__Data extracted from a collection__
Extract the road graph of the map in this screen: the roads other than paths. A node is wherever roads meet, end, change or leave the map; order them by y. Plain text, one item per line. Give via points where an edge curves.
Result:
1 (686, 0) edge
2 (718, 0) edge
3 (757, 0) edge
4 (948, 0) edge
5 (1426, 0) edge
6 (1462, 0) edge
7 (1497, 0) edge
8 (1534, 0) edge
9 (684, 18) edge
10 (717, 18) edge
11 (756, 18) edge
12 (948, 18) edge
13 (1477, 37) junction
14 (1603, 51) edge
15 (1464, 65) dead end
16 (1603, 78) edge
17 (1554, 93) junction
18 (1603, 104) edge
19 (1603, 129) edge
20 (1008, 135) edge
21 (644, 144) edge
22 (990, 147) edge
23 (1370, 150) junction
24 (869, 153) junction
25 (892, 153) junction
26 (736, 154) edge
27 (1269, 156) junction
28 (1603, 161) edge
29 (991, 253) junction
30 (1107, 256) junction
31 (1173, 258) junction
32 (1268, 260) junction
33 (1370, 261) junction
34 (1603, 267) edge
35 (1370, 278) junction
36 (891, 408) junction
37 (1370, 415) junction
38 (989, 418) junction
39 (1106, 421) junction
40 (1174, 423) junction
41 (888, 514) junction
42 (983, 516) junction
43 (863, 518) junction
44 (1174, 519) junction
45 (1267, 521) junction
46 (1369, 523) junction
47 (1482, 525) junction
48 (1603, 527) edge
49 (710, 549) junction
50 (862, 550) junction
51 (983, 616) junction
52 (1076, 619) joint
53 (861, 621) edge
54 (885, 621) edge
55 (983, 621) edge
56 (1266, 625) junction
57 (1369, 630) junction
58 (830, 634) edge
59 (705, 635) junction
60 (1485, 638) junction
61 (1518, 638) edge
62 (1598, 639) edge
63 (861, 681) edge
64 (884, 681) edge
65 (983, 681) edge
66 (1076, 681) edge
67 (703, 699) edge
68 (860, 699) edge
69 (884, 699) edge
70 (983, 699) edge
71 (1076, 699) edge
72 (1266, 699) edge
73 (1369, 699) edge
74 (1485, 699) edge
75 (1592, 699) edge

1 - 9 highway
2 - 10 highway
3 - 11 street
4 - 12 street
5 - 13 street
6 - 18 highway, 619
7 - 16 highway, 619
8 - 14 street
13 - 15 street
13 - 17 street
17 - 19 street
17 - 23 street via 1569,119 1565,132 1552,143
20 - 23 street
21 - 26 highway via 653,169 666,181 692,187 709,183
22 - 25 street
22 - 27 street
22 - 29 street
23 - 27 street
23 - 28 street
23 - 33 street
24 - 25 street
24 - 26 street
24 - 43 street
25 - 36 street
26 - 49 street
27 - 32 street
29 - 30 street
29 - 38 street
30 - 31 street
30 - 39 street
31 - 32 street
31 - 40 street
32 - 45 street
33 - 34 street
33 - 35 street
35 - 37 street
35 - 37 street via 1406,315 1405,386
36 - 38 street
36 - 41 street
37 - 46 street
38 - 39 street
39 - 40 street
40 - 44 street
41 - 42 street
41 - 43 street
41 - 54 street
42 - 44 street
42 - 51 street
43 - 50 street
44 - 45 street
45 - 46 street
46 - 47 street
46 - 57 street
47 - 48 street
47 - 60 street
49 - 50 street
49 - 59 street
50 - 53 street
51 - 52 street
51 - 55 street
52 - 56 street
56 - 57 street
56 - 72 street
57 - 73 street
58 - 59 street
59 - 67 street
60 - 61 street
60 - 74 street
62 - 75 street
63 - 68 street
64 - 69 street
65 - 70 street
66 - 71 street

__Task statement__
Copy all the data. Match it exactly.

__Finished task__
Extract the road graph of the map in this screen: the roads other than paths. A node is wherever roads meet, end, change or leave the map; order them by y. Plain text, one item per line. Give via points where an edge curves.
Result:
1 (686, 0) edge
2 (718, 0) edge
3 (757, 0) edge
4 (948, 0) edge
5 (1426, 0) edge
6 (1462, 0) edge
7 (1497, 0) edge
8 (1534, 0) edge
9 (684, 18) edge
10 (717, 18) edge
11 (756, 18) edge
12 (948, 18) edge
13 (1477, 37) junction
14 (1603, 51) edge
15 (1464, 65) dead end
16 (1603, 78) edge
17 (1554, 93) junction
18 (1603, 104) edge
19 (1603, 129) edge
20 (1008, 135) edge
21 (644, 144) edge
22 (990, 147) edge
23 (1370, 150) junction
24 (869, 153) junction
25 (892, 153) junction
26 (736, 154) edge
27 (1269, 156) junction
28 (1603, 161) edge
29 (991, 253) junction
30 (1107, 256) junction
31 (1173, 258) junction
32 (1268, 260) junction
33 (1370, 261) junction
34 (1603, 267) edge
35 (1370, 278) junction
36 (891, 408) junction
37 (1370, 415) junction
38 (989, 418) junction
39 (1106, 421) junction
40 (1174, 423) junction
41 (888, 514) junction
42 (983, 516) junction
43 (863, 518) junction
44 (1174, 519) junction
45 (1267, 521) junction
46 (1369, 523) junction
47 (1482, 525) junction
48 (1603, 527) edge
49 (710, 549) junction
50 (862, 550) junction
51 (983, 616) junction
52 (1076, 619) joint
53 (861, 621) edge
54 (885, 621) edge
55 (983, 621) edge
56 (1266, 625) junction
57 (1369, 630) junction
58 (830, 634) edge
59 (705, 635) junction
60 (1485, 638) junction
61 (1518, 638) edge
62 (1598, 639) edge
63 (861, 681) edge
64 (884, 681) edge
65 (983, 681) edge
66 (1076, 681) edge
67 (703, 699) edge
68 (860, 699) edge
69 (884, 699) edge
70 (983, 699) edge
71 (1076, 699) edge
72 (1266, 699) edge
73 (1369, 699) edge
74 (1485, 699) edge
75 (1592, 699) edge

1 - 9 highway
2 - 10 highway
3 - 11 street
4 - 12 street
5 - 13 street
6 - 18 highway, 619
7 - 16 highway, 619
8 - 14 street
13 - 15 street
13 - 17 street
17 - 19 street
17 - 23 street via 1569,119 1565,132 1552,143
20 - 23 street
21 - 26 highway via 653,169 666,181 692,187 709,183
22 - 25 street
22 - 27 street
22 - 29 street
23 - 27 street
23 - 28 street
23 - 33 street
24 - 25 street
24 - 26 street
24 - 43 street
25 - 36 street
26 - 49 street
27 - 32 street
29 - 30 street
29 - 38 street
30 - 31 street
30 - 39 street
31 - 32 street
31 - 40 street
32 - 45 street
33 - 34 street
33 - 35 street
35 - 37 street
35 - 37 street via 1406,315 1405,386
36 - 38 street
36 - 41 street
37 - 46 street
38 - 39 street
39 - 40 street
40 - 44 street
41 - 42 street
41 - 43 street
41 - 54 street
42 - 44 street
42 - 51 street
43 - 50 street
44 - 45 street
45 - 46 street
46 - 47 street
46 - 57 street
47 - 48 street
47 - 60 street
49 - 50 street
49 - 59 street
50 - 53 street
51 - 52 street
51 - 55 street
52 - 56 street
56 - 57 street
56 - 72 street
57 - 73 street
58 - 59 street
59 - 67 street
60 - 61 street
60 - 74 street
62 - 75 street
63 - 68 street
64 - 69 street
65 - 70 street
66 - 71 street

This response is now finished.